The Arizona IBA Program, managed by Tucson Audubon Society, is conducting
an inventory of bird habitats that may qualify as Important Bird Areas
under National Audubon Society’s IBA Program. Nomination of an Arizona
Important We have been busy working on gathering bird data for IBA identification throughout Arizona. Citizen-scientists participating in IBA Science Teams are contributing needed data in this effort as well. Santa Cruz River IBA Teams at Tubac and Tumacacori have contributed outstanding data. Please feel free to contact the IBA Program office and join in this effort. In southern Arizona and in Tucson, we have focused our attention on two critical potential IBAs for data gathering and activities to conserve important riparian habitat. These areas are the Santa Cruz River and Sabino Creek, both internationally important migratory habitats for birds. With help from the U.S. Forest Service International Programs we are putting together a geographic-based synthesis of available data on birds of conservation concern occurring within the Santa Cruz River corridor habitat.
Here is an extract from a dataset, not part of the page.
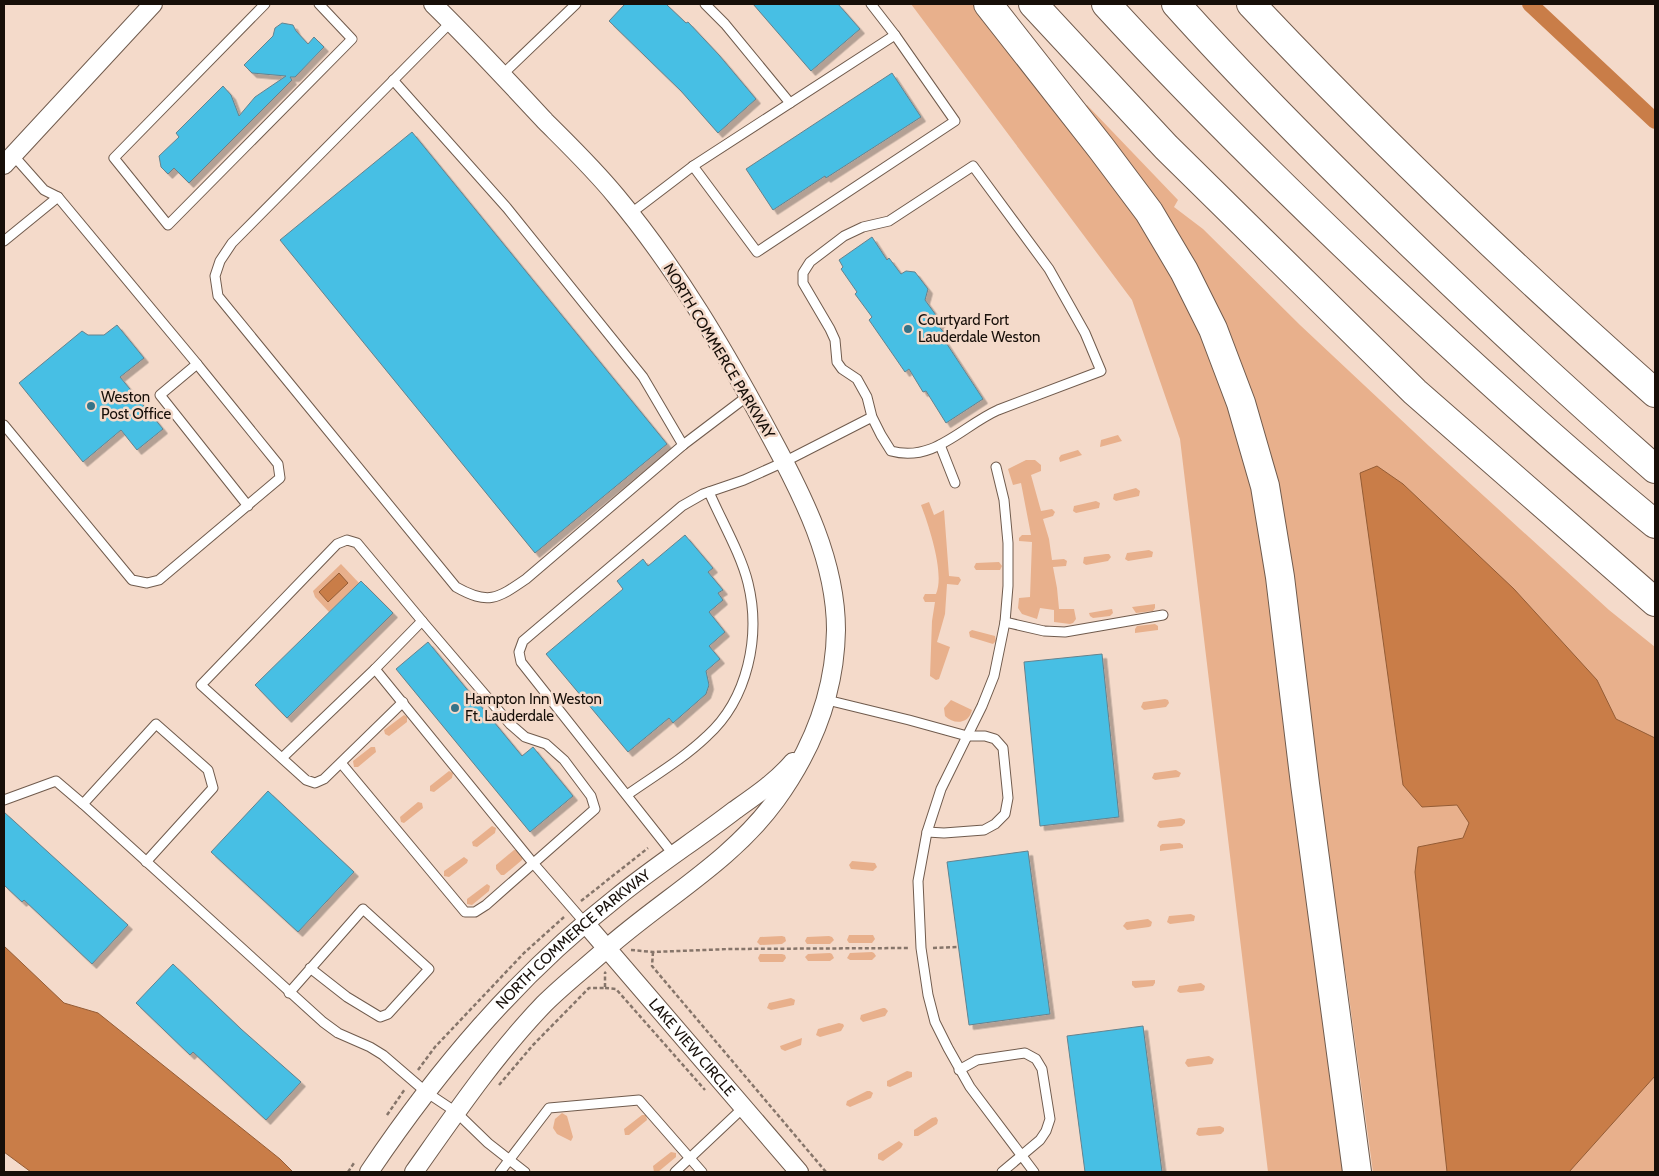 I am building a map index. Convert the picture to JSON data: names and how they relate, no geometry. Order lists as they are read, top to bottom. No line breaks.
{"streets":{"street":["NORTH COMMERCE PARKWAY","LAKE VIEW CIRCLE"]},"crossings":[["NORTH COMMERCE PARKWAY","LAKE VIEW CIRCLE"]],"places":["Courtyard Fort Lauderdale Weston","Weston Post Office","Hampton Inn Weston Ft. Lauderdale"]} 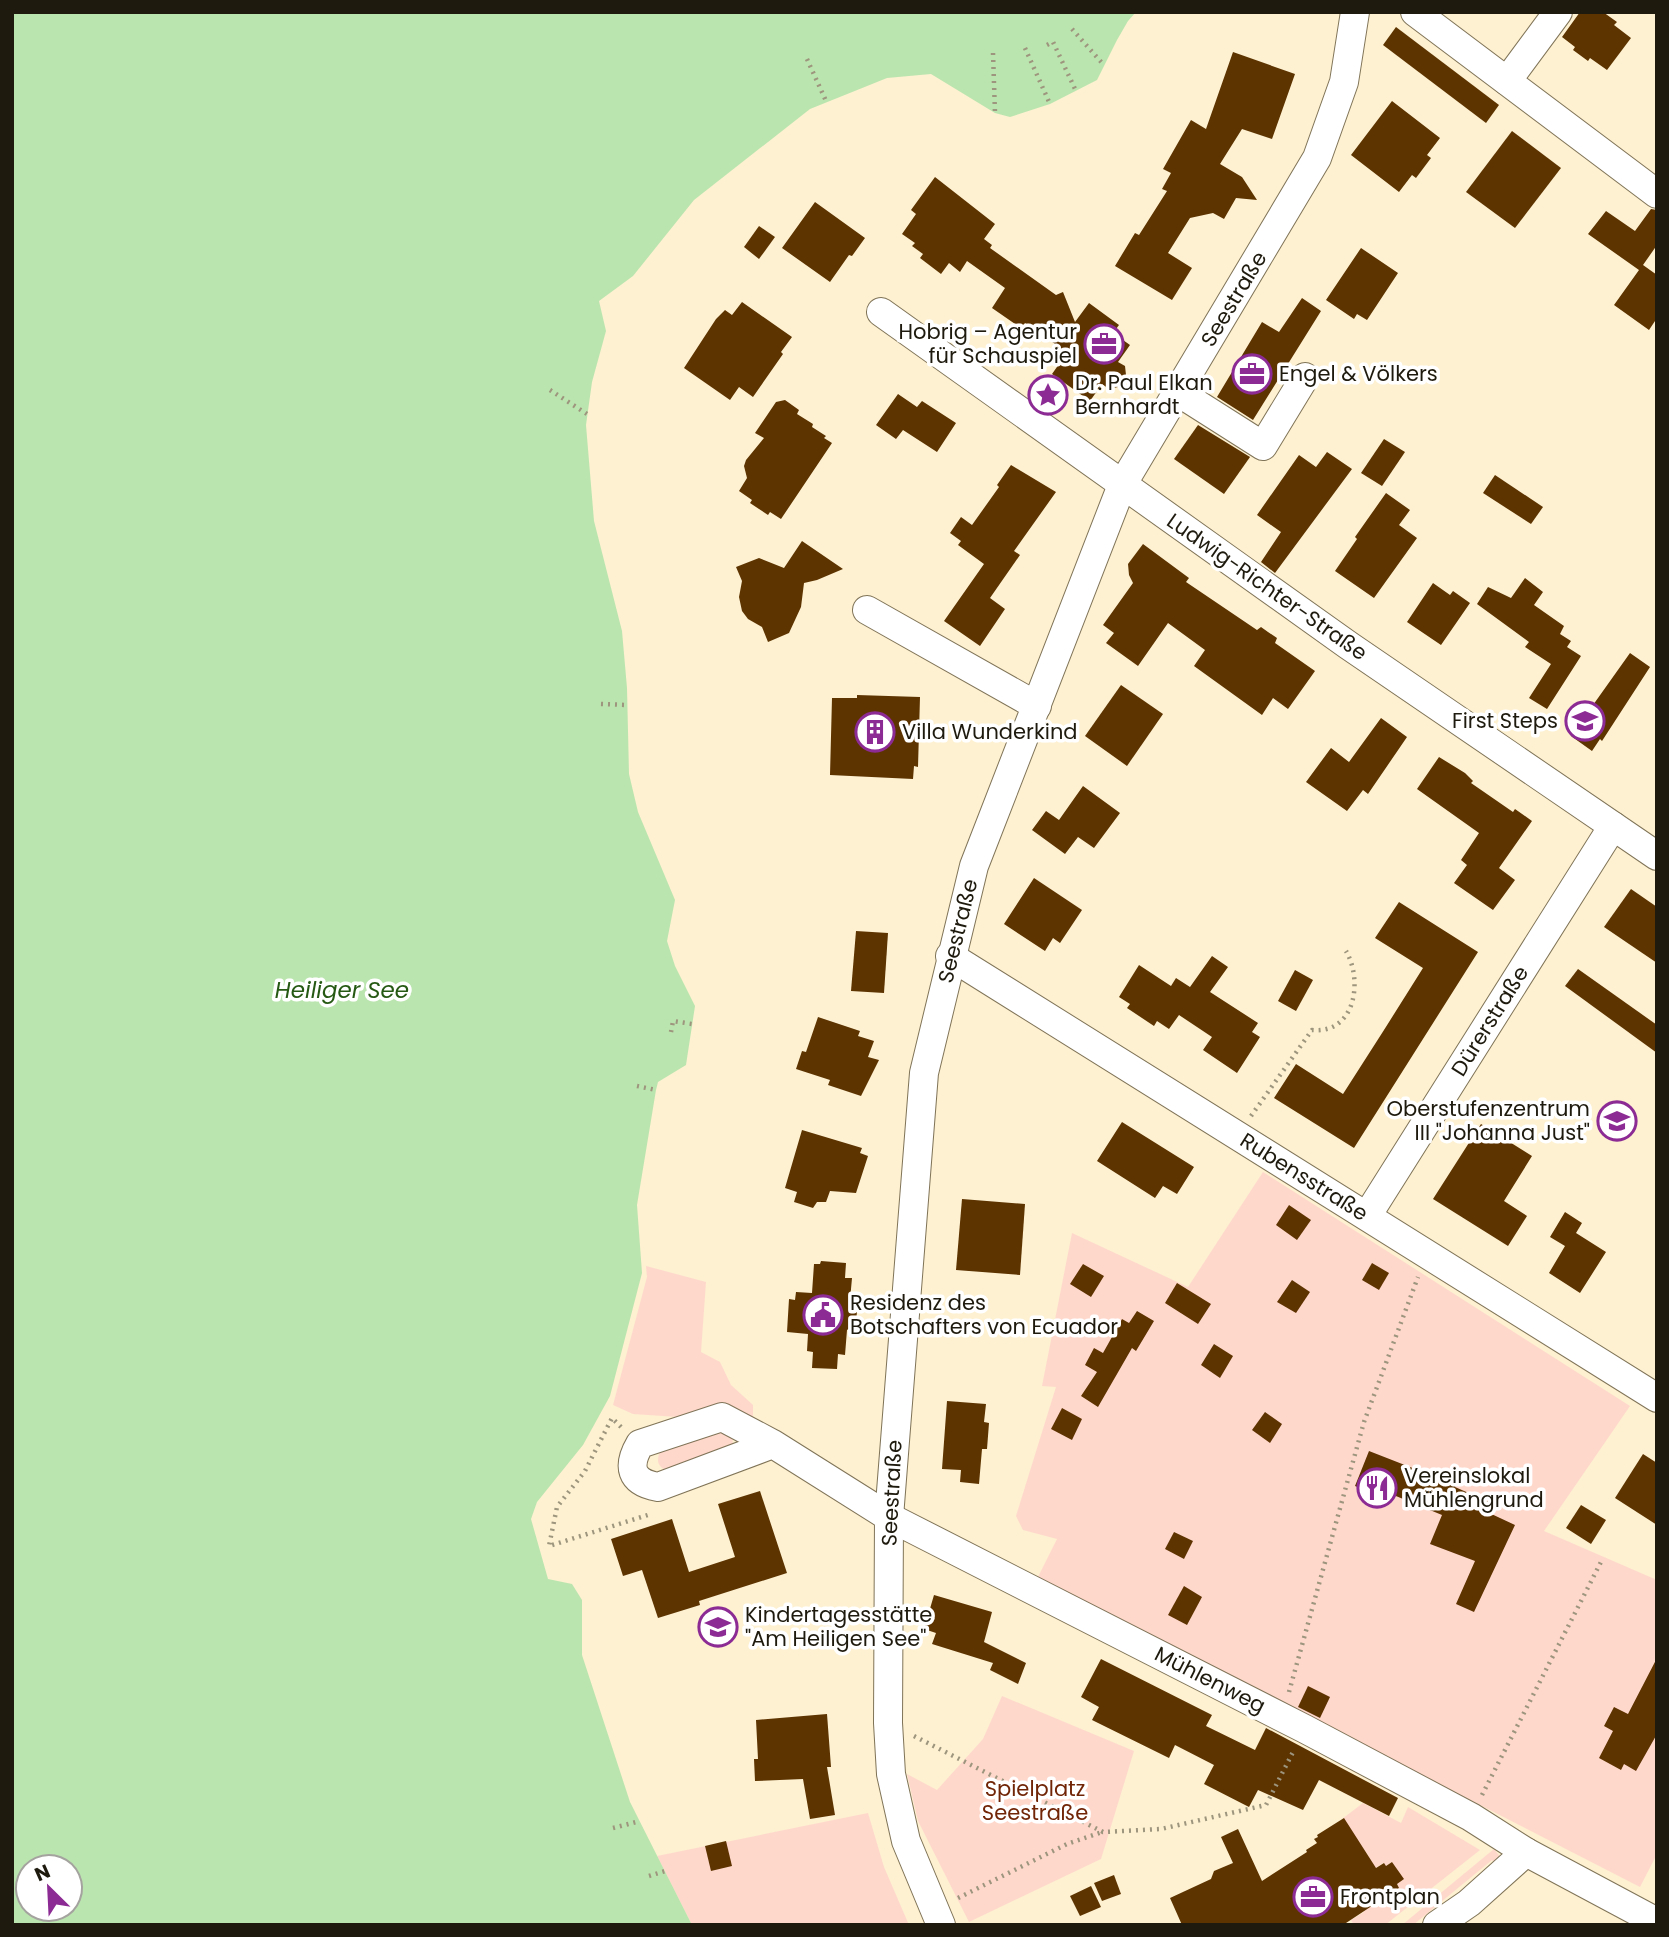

We are collaborating with Mexican biologists in this effort. The project will identify data gaps, areas for further research, and areas to pursue immediate protection measures or conservation projects. At Sabino Creek, we also seek to collect data for IBA recognition, and to broaden participation of landowners in habitat conservation and protection efforts along the privately owned lower Sabino Creek. Sabino Creek landowner Dr. John Madden has been instrumental in working with Tucson Audubon Society to establish a nature preserve on his land within this stretch. Also particularly supportive in these efforts has been the Sabino Creek Homeowners Association and individual landowners. As part of our IBA Conservation Initiative we plan to work with landowners and mangers at both of these IBAs to produce habitat conservation plans and determine the implementation actions our partners can initiate.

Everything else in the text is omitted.